↓

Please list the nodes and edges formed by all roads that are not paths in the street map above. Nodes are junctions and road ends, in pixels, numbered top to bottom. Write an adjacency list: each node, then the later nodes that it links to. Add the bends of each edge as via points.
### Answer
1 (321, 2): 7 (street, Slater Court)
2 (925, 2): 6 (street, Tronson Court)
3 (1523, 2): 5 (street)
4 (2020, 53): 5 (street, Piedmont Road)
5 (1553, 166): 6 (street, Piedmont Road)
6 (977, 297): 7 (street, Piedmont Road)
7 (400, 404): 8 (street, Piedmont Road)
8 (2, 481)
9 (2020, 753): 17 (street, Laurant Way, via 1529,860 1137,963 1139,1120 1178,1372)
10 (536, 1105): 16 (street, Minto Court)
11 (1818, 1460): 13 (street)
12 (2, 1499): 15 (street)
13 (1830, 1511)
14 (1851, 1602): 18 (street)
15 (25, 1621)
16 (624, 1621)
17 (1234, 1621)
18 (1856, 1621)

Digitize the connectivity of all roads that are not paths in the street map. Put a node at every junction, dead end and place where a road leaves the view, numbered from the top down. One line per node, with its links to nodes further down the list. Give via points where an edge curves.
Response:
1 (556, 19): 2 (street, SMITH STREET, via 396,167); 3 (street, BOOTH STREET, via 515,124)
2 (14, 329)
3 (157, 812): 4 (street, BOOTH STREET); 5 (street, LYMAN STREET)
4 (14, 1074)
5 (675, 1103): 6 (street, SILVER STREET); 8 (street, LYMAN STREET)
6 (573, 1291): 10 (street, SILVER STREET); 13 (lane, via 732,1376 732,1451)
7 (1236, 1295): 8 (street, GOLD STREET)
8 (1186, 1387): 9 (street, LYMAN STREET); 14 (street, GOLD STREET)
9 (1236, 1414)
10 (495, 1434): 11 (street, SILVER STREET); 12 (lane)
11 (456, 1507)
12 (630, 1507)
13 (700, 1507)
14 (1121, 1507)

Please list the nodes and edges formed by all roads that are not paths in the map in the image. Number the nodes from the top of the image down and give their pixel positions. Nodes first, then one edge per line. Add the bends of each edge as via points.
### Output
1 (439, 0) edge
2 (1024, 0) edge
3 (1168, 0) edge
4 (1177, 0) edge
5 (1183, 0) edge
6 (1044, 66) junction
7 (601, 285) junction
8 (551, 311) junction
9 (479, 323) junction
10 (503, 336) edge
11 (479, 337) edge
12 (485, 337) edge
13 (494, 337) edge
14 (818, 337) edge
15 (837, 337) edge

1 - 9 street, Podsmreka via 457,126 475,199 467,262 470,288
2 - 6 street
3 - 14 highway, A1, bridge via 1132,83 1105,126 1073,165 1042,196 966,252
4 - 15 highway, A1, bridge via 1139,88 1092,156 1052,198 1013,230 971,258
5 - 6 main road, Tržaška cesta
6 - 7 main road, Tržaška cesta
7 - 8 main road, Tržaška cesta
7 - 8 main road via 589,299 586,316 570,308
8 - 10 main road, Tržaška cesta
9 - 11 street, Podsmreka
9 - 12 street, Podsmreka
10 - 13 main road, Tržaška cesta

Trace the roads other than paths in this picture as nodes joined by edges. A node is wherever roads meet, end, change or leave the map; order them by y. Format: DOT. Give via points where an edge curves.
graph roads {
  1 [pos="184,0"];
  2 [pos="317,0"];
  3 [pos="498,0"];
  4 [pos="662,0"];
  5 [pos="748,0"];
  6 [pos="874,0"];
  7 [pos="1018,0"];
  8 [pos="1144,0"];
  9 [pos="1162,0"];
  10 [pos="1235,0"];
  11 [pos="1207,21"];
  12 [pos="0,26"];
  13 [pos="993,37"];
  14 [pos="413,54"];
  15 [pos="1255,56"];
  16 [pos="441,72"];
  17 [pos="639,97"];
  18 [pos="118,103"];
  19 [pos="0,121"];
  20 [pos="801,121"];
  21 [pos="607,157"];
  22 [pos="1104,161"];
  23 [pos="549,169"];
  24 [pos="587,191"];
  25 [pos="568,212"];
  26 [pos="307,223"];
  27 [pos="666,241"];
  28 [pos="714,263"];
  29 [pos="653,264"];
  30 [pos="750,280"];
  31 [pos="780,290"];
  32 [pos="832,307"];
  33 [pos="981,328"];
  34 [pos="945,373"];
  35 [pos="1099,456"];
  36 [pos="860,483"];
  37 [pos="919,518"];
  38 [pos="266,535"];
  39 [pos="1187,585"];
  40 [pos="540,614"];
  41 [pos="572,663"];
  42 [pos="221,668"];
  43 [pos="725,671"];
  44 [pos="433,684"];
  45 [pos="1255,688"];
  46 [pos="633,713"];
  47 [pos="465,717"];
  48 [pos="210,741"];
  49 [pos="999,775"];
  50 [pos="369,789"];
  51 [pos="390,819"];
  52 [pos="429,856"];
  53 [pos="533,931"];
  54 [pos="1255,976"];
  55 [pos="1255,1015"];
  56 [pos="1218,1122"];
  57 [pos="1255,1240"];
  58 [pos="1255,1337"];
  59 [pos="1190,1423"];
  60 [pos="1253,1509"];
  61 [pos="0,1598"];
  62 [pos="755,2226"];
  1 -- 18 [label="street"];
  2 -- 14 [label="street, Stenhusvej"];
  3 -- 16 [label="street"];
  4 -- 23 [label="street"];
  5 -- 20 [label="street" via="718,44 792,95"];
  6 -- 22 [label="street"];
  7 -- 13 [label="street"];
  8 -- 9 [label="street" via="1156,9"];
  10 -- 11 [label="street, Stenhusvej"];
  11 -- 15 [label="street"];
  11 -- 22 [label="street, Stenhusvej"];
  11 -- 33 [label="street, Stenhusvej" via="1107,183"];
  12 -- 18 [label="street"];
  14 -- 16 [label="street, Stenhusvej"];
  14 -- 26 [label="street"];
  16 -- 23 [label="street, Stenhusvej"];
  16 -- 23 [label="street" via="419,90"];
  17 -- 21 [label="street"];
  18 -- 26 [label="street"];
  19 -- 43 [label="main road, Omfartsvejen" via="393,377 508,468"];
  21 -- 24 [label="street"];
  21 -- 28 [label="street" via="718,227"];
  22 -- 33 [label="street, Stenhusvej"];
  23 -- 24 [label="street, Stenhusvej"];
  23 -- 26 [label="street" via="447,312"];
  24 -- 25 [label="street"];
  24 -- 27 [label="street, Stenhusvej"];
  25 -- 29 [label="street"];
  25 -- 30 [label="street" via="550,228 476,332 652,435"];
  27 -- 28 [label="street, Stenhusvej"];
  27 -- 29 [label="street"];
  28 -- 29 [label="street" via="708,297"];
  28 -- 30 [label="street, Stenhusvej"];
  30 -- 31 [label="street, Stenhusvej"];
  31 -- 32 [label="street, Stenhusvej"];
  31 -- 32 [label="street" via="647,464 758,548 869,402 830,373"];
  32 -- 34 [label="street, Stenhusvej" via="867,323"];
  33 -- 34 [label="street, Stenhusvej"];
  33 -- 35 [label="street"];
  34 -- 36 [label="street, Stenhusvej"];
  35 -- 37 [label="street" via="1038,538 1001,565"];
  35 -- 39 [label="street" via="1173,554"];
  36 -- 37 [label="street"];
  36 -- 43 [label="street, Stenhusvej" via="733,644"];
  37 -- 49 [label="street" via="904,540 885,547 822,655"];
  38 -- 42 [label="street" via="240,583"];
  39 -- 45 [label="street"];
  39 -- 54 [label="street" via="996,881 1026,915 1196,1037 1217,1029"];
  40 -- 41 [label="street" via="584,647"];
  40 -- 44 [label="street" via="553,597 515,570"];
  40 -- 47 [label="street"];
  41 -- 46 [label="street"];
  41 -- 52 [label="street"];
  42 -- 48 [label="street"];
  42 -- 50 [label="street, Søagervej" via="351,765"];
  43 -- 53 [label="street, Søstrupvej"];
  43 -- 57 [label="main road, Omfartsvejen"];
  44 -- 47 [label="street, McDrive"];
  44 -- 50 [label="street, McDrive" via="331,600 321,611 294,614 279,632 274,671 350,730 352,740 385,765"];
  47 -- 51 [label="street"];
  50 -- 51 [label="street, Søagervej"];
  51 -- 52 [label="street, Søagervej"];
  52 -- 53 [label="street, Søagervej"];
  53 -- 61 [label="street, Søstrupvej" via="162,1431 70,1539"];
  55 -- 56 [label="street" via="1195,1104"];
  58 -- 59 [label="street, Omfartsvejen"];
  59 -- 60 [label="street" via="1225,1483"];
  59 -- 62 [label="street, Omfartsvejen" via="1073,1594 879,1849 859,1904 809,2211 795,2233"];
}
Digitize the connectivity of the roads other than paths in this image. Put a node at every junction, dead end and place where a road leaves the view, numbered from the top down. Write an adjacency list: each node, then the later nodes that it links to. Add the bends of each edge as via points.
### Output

↑

• [PROBLEM STATEMENT] Everything from the line with "Digitize the connectivity of the" through the end of the listing, both ends included, needs to be transcribed exactly, with no other lines.

• [TASK RESULT]
Digitize the connectivity of the roads other than paths in this image. Put a node at every junction, dead end and place where a road leaves the view, numbered from the top down. Write an adjacency list: each node, then the later nodes that it links to. Add the bends of each edge as via points.
### Output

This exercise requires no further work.